Required action:
Nothing in the data is to be left out; copy it exactly.
┄┄┄┄┄┄┄┄┄┄
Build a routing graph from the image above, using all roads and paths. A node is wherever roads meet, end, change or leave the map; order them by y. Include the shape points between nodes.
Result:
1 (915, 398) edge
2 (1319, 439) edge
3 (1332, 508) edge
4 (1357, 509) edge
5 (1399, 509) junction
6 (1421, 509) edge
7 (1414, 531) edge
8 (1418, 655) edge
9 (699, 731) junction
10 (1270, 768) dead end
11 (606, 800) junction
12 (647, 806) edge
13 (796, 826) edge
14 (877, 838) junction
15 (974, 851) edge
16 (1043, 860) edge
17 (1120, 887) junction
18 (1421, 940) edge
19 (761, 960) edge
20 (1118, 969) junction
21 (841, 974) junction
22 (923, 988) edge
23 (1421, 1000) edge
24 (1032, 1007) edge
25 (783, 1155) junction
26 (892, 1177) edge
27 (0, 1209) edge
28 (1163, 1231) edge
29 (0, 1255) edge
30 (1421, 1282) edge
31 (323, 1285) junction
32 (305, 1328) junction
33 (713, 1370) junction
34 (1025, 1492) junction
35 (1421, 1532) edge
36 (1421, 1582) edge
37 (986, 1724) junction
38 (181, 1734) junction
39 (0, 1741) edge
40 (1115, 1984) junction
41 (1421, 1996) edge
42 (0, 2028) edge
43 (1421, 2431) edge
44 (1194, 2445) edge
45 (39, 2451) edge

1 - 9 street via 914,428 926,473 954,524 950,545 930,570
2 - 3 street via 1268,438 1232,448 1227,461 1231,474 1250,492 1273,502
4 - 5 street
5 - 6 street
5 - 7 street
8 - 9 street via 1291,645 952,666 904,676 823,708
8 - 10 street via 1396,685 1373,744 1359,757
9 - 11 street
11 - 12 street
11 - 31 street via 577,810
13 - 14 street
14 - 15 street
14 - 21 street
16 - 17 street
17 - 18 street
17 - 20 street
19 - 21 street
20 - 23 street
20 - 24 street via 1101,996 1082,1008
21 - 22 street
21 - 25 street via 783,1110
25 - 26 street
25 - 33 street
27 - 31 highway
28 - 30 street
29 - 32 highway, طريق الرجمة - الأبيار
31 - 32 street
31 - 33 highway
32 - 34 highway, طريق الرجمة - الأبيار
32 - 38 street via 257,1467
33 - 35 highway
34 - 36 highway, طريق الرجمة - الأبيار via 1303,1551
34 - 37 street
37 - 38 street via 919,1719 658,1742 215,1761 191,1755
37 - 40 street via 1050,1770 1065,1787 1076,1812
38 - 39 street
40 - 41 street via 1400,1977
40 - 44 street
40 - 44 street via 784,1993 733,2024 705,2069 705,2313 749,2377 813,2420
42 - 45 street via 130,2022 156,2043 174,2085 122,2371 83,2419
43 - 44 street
┄┄┄┄┄┄┄┄┄┄
Response area:
Build a routing graph from the image above, using all roads and paths. A node is wherever roads meet, end, change or leave the map; order them by y. Include the shape points between nodes.
Result:
1 (915, 398) edge
2 (1319, 439) edge
3 (1332, 508) edge
4 (1357, 509) edge
5 (1399, 509) junction
6 (1421, 509) edge
7 (1414, 531) edge
8 (1418, 655) edge
9 (699, 731) junction
10 (1270, 768) dead end
11 (606, 800) junction
12 (647, 806) edge
13 (796, 826) edge
14 (877, 838) junction
15 (974, 851) edge
16 (1043, 860) edge
17 (1120, 887) junction
18 (1421, 940) edge
19 (761, 960) edge
20 (1118, 969) junction
21 (841, 974) junction
22 (923, 988) edge
23 (1421, 1000) edge
24 (1032, 1007) edge
25 (783, 1155) junction
26 (892, 1177) edge
27 (0, 1209) edge
28 (1163, 1231) edge
29 (0, 1255) edge
30 (1421, 1282) edge
31 (323, 1285) junction
32 (305, 1328) junction
33 (713, 1370) junction
34 (1025, 1492) junction
35 (1421, 1532) edge
36 (1421, 1582) edge
37 (986, 1724) junction
38 (181, 1734) junction
39 (0, 1741) edge
40 (1115, 1984) junction
41 (1421, 1996) edge
42 (0, 2028) edge
43 (1421, 2431) edge
44 (1194, 2445) edge
45 (39, 2451) edge

1 - 9 street via 914,428 926,473 954,524 950,545 930,570
2 - 3 street via 1268,438 1232,448 1227,461 1231,474 1250,492 1273,502
4 - 5 street
5 - 6 street
5 - 7 street
8 - 9 street via 1291,645 952,666 904,676 823,708
8 - 10 street via 1396,685 1373,744 1359,757
9 - 11 street
11 - 12 street
11 - 31 street via 577,810
13 - 14 street
14 - 15 street
14 - 21 street
16 - 17 street
17 - 18 street
17 - 20 street
19 - 21 street
20 - 23 street
20 - 24 street via 1101,996 1082,1008
21 - 22 street
21 - 25 street via 783,1110
25 - 26 street
25 - 33 street
27 - 31 highway
28 - 30 street
29 - 32 highway, طريق الرجمة - الأبيار
31 - 32 street
31 - 33 highway
32 - 34 highway, طريق الرجمة - الأبيار
32 - 38 street via 257,1467
33 - 35 highway
34 - 36 highway, طريق الرجمة - الأبيار via 1303,1551
34 - 37 street
37 - 38 street via 919,1719 658,1742 215,1761 191,1755
37 - 40 street via 1050,1770 1065,1787 1076,1812
38 - 39 street
40 - 41 street via 1400,1977
40 - 44 street
40 - 44 street via 784,1993 733,2024 705,2069 705,2313 749,2377 813,2420
42 - 45 street via 130,2022 156,2043 174,2085 122,2371 83,2419
43 - 44 street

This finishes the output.